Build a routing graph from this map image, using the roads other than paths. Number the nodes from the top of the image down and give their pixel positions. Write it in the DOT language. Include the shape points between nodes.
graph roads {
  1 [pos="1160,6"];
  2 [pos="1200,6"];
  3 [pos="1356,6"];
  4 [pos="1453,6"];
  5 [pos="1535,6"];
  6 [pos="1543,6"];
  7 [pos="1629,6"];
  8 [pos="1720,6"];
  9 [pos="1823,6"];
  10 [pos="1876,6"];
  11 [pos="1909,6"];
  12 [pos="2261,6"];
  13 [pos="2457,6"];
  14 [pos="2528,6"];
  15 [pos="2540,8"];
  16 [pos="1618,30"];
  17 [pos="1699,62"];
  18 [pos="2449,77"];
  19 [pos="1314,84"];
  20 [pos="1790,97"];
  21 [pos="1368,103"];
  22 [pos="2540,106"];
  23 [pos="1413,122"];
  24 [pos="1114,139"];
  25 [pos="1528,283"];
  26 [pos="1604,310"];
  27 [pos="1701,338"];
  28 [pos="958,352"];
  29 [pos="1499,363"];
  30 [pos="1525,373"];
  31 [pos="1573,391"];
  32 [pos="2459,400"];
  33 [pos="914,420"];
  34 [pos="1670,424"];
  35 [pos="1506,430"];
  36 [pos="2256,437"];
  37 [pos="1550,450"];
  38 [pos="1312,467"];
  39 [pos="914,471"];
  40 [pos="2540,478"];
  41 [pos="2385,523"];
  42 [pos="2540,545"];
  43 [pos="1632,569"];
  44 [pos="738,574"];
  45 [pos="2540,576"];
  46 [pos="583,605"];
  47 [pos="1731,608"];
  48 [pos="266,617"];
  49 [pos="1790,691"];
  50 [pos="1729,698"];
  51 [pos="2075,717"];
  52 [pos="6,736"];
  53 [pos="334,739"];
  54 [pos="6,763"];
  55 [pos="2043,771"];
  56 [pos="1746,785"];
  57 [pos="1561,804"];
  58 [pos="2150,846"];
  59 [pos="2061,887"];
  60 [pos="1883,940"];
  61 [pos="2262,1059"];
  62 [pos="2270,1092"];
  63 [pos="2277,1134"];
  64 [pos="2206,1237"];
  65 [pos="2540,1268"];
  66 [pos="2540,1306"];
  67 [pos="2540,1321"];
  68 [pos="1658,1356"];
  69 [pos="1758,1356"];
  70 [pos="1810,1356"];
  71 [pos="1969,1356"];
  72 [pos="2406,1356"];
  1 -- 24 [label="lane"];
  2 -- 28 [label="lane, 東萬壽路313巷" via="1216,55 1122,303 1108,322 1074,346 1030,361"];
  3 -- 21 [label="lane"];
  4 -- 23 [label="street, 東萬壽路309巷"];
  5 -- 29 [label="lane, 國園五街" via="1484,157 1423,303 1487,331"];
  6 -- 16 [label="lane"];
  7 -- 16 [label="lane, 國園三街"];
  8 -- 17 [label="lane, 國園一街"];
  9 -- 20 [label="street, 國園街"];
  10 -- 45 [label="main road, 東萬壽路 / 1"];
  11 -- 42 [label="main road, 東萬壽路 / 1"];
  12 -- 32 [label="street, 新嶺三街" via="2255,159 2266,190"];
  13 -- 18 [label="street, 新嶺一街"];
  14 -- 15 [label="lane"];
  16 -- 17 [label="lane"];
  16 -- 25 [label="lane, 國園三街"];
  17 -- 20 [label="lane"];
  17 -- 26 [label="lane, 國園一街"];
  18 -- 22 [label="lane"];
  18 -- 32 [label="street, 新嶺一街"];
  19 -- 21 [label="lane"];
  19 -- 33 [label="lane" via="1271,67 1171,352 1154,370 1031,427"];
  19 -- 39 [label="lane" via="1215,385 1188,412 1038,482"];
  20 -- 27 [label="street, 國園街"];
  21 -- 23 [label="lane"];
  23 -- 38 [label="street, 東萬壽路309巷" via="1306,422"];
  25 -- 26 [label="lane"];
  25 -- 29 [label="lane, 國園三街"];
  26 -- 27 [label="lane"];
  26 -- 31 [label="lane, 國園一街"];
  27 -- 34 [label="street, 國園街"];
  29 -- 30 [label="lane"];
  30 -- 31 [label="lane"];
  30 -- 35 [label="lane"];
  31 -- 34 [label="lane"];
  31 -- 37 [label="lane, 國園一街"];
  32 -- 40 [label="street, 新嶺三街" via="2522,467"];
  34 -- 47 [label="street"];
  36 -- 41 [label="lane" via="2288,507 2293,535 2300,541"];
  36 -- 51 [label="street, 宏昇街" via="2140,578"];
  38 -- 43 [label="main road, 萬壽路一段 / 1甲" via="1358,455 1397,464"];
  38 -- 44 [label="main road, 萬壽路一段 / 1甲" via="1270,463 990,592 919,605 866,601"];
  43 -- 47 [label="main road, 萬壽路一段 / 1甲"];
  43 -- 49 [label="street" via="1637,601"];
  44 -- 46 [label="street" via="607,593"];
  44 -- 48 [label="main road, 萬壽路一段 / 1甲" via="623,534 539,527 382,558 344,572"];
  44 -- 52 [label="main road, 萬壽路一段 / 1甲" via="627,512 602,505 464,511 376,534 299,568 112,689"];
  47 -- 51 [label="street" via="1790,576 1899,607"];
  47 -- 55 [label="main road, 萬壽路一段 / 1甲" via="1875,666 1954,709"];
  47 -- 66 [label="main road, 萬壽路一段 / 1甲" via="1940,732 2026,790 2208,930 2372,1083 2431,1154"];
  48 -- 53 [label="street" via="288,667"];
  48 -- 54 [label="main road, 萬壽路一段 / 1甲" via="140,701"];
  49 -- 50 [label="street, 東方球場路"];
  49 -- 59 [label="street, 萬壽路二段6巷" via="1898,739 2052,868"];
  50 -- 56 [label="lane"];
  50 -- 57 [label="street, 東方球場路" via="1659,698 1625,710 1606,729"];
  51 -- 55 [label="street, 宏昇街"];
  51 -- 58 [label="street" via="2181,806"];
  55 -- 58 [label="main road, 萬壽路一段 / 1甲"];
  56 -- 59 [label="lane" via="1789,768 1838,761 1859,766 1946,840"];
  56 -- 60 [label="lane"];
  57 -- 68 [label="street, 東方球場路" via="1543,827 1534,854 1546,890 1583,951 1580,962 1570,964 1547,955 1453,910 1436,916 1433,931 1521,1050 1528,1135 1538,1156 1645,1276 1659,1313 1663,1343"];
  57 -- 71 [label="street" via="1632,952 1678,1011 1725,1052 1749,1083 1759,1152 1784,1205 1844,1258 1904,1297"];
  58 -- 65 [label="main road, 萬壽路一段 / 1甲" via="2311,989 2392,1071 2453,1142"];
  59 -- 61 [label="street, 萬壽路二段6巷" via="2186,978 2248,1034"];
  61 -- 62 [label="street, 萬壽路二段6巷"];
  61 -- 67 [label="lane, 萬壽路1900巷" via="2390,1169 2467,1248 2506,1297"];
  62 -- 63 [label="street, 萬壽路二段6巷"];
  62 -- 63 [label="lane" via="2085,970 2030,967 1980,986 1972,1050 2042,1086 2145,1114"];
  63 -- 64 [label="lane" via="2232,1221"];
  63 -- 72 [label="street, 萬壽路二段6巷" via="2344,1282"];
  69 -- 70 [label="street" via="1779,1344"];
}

> _THE PROBLEM_
In the entries above, find each line with the string "東方球場路" and copy it.

> _SOLUTION TO THIS TASK_
  49 -- 50 [label="street, 東方球場路"];
  50 -- 57 [label="street, 東方球場路" via="1659,698 1625,710 1606,729"];
  57 -- 68 [label="street, 東方球場路" via="1543,827 1534,854 1546,890 1583,951 1580,962 1570,964 1547,955 1453,910 1436,916 1433,931 1521,1050 1528,1135 1538,1156 1645,1276 1659,1313 1663,1343"];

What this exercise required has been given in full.